Over the past ten years GRAIN Projects has worked with over 200 artists and photographers, creating development opportunities as well as commissions and bursaries leading to over fifty Exhibitions and fifteen Publications, reaching an audience of over 1 million people. Projects have taken place with many communities across the West Midlands including those most marginalised in society, and in a variety of public spaces and community settings. Highlights include The Face of Suffrage by Helen Marshall, which marked the 100th year anniversary of some women getting the right to vote in England, this large scale work was exhibited at Birmingham New Street Station, The Rural Gaze, a commission, publication and symposium, which invited ten photographers to reflect on contemporary life and rural communities in the Midlands and Arpita Shah’s Modern Muse, a series of photographic portraits celebrating the identities and experiences of young South Asian women from Birmingham and the West Midlands, currently on show at Birmingham Museum & Art Gallery.
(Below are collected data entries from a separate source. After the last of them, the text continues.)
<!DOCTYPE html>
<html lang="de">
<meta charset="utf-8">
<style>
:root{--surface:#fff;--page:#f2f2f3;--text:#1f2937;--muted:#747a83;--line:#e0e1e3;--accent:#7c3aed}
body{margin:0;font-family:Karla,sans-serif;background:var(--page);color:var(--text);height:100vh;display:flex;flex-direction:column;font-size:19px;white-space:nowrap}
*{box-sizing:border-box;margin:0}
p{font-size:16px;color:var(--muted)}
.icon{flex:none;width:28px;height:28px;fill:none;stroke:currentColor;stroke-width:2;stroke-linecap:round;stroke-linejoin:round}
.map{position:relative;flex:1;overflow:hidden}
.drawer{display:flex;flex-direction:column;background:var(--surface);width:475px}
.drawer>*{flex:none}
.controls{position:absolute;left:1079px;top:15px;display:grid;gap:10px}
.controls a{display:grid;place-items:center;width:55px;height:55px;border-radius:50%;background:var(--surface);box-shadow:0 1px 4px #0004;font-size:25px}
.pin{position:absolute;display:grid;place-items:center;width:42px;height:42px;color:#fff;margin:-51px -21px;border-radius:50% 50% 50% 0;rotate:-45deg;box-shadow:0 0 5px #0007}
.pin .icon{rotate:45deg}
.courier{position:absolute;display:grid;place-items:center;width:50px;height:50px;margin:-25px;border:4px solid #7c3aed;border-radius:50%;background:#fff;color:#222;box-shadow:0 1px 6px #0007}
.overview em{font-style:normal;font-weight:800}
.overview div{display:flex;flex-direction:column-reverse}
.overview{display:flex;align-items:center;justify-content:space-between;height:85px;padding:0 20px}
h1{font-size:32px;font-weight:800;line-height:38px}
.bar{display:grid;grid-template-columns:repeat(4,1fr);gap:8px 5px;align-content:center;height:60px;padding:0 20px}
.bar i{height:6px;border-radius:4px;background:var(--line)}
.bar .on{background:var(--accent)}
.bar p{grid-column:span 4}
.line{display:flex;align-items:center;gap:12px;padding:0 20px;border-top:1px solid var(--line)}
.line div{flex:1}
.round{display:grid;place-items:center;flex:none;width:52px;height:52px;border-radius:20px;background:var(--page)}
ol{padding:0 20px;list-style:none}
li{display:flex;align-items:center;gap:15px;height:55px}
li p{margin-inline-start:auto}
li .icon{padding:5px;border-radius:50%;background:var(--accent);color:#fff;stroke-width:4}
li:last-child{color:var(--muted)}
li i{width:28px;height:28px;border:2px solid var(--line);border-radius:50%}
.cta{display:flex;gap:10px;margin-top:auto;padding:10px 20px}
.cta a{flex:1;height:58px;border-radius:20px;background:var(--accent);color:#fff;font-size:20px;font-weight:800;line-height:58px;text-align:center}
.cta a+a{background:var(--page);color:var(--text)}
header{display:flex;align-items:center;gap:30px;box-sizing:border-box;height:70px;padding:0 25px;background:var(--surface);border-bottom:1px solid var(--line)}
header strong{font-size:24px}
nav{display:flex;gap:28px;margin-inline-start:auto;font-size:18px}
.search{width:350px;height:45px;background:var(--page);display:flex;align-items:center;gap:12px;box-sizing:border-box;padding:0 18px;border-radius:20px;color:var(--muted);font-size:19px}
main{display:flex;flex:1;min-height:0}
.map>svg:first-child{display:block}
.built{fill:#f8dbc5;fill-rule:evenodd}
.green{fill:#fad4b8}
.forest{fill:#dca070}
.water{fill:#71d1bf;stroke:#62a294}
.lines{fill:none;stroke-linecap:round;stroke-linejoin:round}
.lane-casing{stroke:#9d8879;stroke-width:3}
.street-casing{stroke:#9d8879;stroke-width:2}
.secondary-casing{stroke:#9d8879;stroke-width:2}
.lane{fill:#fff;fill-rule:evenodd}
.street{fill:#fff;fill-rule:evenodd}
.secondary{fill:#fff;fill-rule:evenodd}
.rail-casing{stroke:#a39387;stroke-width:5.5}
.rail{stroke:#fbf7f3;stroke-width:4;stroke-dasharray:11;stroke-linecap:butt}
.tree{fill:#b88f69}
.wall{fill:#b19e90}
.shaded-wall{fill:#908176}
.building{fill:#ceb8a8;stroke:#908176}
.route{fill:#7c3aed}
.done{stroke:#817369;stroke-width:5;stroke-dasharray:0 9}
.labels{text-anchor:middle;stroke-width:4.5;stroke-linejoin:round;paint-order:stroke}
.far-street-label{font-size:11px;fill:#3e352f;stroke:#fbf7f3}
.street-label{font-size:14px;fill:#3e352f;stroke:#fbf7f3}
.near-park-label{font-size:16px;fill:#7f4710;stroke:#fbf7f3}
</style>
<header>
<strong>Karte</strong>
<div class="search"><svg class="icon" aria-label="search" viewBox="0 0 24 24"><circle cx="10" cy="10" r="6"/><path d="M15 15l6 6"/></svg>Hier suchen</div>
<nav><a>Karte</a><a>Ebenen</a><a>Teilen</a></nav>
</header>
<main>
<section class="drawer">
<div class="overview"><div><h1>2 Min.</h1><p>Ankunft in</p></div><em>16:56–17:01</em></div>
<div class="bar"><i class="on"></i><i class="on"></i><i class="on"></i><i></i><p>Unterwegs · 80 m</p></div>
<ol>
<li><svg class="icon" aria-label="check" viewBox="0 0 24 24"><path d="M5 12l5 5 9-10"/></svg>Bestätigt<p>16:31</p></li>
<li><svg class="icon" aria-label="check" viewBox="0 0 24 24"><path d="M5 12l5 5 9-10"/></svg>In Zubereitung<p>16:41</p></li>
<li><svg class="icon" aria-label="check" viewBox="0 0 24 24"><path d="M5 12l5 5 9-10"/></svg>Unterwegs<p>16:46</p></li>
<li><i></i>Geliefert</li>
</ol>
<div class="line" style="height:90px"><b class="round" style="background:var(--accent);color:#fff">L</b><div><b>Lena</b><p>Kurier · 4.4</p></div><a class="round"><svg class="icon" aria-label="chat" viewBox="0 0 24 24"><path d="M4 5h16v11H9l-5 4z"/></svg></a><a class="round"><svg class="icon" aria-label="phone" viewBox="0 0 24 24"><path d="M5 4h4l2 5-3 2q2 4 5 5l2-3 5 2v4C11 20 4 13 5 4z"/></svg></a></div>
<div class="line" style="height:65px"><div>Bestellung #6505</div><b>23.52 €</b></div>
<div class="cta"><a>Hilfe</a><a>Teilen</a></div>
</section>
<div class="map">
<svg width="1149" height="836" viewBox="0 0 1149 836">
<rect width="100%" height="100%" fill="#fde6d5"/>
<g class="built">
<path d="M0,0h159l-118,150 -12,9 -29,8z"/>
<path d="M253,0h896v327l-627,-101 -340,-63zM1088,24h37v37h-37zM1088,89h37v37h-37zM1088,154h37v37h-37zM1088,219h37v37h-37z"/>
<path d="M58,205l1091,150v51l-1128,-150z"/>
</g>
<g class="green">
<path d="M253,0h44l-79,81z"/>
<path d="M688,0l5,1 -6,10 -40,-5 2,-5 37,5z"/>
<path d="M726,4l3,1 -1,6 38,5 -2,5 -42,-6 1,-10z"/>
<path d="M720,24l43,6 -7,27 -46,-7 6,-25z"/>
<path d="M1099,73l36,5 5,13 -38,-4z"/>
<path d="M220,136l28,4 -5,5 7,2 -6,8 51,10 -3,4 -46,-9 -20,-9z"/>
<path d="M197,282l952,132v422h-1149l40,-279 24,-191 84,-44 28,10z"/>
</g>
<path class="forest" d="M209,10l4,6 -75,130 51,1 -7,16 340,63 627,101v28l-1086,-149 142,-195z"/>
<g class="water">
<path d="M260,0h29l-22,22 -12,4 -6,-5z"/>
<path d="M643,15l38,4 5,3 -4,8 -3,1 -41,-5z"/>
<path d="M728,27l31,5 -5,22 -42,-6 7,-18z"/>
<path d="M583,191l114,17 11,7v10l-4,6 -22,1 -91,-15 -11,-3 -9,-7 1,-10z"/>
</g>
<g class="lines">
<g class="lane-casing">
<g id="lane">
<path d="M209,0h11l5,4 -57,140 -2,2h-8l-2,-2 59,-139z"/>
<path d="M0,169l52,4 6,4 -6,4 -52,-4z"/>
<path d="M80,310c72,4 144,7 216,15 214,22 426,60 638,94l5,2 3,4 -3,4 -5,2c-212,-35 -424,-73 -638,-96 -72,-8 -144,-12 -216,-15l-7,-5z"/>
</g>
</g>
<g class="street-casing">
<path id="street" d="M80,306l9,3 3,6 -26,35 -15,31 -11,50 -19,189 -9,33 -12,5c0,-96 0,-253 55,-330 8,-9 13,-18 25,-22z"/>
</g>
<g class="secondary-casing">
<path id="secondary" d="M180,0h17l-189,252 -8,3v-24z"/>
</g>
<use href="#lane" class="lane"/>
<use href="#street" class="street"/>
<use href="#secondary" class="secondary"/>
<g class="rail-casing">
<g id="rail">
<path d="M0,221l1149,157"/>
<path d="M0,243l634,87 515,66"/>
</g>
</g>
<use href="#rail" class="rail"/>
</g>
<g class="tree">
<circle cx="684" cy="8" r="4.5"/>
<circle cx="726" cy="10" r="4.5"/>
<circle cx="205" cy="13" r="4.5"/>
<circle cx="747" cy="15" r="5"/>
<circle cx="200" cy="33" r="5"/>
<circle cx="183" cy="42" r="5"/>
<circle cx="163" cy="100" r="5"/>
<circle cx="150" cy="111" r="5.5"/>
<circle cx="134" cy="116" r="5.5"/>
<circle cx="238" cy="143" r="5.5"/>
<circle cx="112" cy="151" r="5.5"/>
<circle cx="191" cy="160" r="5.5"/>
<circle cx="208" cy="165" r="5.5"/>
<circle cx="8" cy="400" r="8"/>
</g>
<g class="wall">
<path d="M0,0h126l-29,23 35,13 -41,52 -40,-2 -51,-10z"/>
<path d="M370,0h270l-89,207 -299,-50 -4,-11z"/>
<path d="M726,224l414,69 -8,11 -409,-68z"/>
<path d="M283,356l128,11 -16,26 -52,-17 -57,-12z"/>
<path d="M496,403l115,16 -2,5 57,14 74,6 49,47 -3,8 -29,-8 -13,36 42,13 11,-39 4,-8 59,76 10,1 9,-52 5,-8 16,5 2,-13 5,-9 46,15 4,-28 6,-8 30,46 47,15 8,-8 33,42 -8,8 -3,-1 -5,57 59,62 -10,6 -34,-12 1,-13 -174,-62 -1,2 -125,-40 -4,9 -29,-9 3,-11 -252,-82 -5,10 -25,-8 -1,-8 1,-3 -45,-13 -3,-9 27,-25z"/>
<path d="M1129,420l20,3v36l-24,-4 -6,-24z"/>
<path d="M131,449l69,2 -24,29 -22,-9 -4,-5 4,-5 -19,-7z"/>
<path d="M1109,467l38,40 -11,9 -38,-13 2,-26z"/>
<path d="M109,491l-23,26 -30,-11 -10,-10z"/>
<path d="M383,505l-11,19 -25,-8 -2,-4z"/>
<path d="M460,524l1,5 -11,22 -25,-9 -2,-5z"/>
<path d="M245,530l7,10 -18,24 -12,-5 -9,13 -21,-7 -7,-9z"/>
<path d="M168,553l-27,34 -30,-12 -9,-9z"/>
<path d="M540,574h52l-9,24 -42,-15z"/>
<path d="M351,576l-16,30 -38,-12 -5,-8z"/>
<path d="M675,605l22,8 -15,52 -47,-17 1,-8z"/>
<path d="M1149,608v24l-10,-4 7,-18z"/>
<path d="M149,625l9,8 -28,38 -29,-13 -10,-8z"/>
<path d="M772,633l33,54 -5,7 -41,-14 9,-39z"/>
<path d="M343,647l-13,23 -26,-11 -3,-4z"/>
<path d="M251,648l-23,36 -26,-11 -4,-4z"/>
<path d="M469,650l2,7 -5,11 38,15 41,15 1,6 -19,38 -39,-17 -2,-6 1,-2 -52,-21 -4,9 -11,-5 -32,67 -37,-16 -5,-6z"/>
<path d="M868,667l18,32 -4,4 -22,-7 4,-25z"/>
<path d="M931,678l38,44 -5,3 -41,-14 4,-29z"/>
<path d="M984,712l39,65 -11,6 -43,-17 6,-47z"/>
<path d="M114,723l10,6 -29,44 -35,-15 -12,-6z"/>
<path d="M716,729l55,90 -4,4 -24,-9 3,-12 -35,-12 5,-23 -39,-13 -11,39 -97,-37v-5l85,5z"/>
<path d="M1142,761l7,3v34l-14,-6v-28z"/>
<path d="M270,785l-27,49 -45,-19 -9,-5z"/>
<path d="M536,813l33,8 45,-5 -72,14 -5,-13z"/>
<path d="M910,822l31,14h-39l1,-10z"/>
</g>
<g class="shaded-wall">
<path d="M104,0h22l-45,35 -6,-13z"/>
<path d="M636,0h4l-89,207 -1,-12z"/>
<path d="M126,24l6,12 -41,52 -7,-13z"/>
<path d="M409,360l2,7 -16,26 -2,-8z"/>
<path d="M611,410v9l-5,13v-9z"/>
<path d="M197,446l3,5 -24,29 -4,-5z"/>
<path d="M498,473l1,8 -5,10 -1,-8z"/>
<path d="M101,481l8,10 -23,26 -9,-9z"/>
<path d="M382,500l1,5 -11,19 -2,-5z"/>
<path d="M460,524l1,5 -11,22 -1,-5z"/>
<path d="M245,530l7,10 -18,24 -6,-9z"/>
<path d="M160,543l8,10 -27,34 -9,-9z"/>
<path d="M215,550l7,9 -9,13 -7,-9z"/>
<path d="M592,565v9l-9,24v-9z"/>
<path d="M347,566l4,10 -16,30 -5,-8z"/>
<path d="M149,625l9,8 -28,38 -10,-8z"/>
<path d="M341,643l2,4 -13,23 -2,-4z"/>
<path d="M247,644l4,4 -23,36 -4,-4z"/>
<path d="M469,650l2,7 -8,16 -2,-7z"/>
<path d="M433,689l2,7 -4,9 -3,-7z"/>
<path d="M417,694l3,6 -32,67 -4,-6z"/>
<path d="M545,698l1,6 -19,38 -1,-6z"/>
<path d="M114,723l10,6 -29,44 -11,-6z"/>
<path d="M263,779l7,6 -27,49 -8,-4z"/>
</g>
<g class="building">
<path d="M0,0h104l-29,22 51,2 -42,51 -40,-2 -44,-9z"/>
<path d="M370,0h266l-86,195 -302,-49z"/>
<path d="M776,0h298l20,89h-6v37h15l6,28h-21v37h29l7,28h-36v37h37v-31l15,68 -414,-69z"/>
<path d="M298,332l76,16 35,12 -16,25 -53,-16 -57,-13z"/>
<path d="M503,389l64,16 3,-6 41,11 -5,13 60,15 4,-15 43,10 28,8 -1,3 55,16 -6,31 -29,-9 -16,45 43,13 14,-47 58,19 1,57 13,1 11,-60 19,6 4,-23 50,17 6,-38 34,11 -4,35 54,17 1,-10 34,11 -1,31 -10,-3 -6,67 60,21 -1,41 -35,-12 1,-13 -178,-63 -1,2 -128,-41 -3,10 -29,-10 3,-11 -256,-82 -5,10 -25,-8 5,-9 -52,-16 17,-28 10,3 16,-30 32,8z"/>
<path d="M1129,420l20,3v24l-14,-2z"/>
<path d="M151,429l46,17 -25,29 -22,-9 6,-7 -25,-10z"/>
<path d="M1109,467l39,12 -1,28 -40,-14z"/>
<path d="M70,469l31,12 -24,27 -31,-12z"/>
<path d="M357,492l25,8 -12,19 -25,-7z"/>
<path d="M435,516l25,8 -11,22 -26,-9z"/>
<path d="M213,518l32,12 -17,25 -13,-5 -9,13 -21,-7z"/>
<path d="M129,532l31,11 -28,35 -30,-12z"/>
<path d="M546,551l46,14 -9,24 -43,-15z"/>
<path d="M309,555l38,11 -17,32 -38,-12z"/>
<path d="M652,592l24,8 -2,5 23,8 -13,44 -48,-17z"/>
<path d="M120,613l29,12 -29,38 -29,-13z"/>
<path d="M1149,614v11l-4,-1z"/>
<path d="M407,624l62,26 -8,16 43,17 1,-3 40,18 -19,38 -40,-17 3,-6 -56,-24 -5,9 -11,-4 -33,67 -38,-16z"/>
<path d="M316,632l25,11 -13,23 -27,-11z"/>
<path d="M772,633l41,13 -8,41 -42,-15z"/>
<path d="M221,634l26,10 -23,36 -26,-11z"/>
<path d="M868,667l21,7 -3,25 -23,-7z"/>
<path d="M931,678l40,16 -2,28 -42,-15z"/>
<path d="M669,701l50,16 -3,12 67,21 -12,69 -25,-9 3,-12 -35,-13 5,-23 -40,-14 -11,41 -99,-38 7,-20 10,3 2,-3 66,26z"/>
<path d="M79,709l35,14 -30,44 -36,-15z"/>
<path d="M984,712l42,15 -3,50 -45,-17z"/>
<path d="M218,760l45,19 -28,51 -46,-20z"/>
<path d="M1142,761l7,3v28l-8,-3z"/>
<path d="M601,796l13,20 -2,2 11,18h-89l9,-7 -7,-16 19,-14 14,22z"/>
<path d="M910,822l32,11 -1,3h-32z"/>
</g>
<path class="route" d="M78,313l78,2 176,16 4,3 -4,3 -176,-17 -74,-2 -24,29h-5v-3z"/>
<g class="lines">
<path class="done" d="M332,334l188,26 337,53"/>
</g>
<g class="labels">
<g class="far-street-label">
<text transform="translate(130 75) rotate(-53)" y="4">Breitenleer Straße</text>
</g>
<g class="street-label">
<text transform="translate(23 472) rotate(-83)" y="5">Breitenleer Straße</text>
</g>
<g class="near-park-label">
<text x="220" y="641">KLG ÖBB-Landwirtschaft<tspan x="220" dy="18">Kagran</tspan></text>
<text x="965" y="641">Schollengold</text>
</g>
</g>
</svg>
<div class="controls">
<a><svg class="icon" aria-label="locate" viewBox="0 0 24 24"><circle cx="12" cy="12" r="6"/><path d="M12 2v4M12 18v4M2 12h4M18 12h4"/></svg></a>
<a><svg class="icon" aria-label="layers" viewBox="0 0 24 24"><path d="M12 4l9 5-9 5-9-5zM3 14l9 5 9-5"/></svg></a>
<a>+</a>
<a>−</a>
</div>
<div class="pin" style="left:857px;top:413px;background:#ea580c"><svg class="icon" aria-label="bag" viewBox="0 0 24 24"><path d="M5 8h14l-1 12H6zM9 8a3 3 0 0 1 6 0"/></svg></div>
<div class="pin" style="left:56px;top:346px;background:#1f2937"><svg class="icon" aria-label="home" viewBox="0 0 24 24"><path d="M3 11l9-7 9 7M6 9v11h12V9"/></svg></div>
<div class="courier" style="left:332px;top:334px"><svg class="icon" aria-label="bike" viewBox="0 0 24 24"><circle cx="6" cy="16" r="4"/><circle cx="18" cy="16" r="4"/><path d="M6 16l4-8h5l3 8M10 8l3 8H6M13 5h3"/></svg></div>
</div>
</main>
Peter Knott, Midlands Area Director at Arts Council England said: “We’re proud to support GRAIN Projects’ 10th anniversary programme, using money from the National Lottery. “The programme will build on learning and collaborations with artists and communities over the last 10 years to provide opportunities for connection and skills development. Through high quality photography, people will be encouraged to explore identity, creativity, and expression to inspire positive social change.”